(TASK REQUIREMENTS) Images excluded, repeat each entry below exactly.

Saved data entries

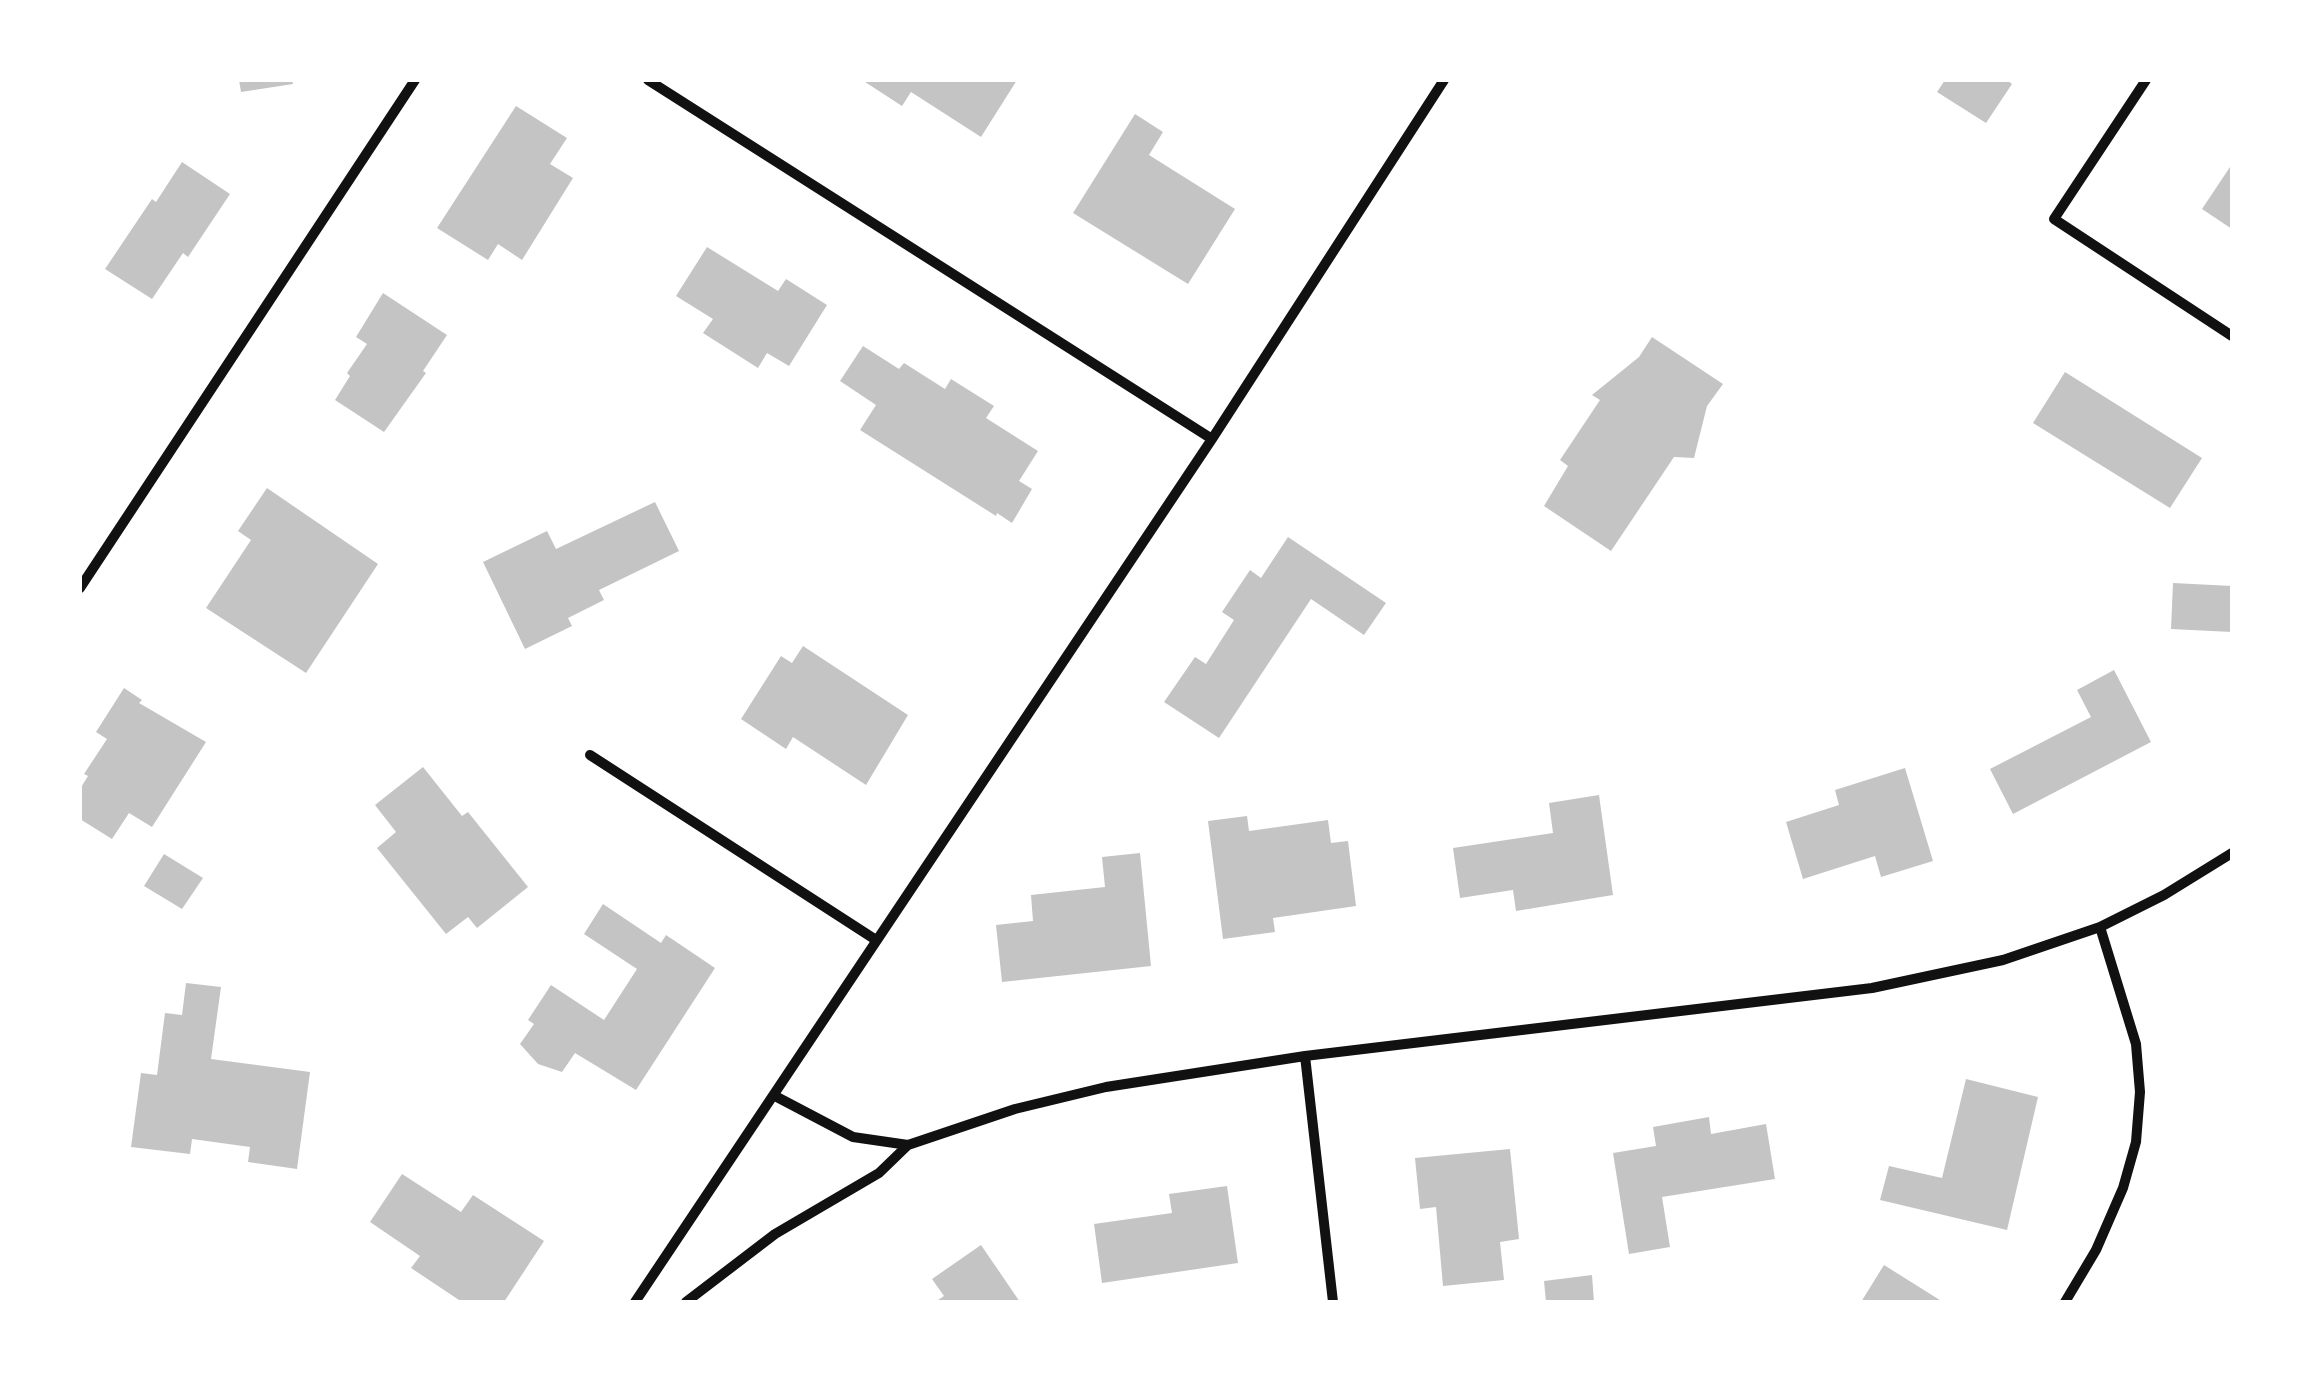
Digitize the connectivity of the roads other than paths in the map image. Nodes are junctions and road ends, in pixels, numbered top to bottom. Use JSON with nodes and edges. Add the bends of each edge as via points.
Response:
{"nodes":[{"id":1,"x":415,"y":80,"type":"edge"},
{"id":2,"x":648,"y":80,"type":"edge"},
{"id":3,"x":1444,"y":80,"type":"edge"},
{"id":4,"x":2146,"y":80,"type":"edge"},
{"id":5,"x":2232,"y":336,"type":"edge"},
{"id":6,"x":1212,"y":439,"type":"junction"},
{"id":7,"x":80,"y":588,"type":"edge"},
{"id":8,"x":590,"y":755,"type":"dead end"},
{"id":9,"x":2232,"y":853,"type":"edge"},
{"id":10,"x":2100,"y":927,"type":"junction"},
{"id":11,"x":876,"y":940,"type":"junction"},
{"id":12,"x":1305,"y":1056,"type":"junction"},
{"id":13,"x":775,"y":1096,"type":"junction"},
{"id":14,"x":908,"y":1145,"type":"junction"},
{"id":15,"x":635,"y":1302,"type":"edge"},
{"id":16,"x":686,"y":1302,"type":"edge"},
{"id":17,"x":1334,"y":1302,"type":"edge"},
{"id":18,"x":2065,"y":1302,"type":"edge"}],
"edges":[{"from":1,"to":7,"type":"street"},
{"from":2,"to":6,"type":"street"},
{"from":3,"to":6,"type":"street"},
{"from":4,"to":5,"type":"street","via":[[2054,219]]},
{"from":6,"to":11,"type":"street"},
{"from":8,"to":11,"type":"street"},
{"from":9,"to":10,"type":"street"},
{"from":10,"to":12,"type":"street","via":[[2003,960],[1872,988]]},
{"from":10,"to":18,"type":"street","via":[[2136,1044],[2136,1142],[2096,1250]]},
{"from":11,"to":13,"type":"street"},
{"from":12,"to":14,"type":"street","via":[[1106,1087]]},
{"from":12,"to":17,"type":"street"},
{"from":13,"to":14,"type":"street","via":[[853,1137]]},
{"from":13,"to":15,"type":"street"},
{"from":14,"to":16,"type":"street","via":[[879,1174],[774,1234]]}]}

(ANSWER TO THIS EXERCISE)
Digitize the connectivity of the roads other than paths in the map image. Nodes are junctions and road ends, in pixels, numbered top to bottom. Use JSON with nodes and edges. Add the bends of each edge as via points.
Response:
{"nodes":[{"id":1,"x":415,"y":80,"type":"edge"},
{"id":2,"x":648,"y":80,"type":"edge"},
{"id":3,"x":1444,"y":80,"type":"edge"},
{"id":4,"x":2146,"y":80,"type":"edge"},
{"id":5,"x":2232,"y":336,"type":"edge"},
{"id":6,"x":1212,"y":439,"type":"junction"},
{"id":7,"x":80,"y":588,"type":"edge"},
{"id":8,"x":590,"y":755,"type":"dead end"},
{"id":9,"x":2232,"y":853,"type":"edge"},
{"id":10,"x":2100,"y":927,"type":"junction"},
{"id":11,"x":876,"y":940,"type":"junction"},
{"id":12,"x":1305,"y":1056,"type":"junction"},
{"id":13,"x":775,"y":1096,"type":"junction"},
{"id":14,"x":908,"y":1145,"type":"junction"},
{"id":15,"x":635,"y":1302,"type":"edge"},
{"id":16,"x":686,"y":1302,"type":"edge"},
{"id":17,"x":1334,"y":1302,"type":"edge"},
{"id":18,"x":2065,"y":1302,"type":"edge"}],
"edges":[{"from":1,"to":7,"type":"street"},
{"from":2,"to":6,"type":"street"},
{"from":3,"to":6,"type":"street"},
{"from":4,"to":5,"type":"street","via":[[2054,219]]},
{"from":6,"to":11,"type":"street"},
{"from":8,"to":11,"type":"street"},
{"from":9,"to":10,"type":"street"},
{"from":10,"to":12,"type":"street","via":[[2003,960],[1872,988]]},
{"from":10,"to":18,"type":"street","via":[[2136,1044],[2136,1142],[2096,1250]]},
{"from":11,"to":13,"type":"street"},
{"from":12,"to":14,"type":"street","via":[[1106,1087]]},
{"from":12,"to":17,"type":"street"},
{"from":13,"to":14,"type":"street","via":[[853,1137]]},
{"from":13,"to":15,"type":"street"},
{"from":14,"to":16,"type":"street","via":[[879,1174],[774,1234]]}]}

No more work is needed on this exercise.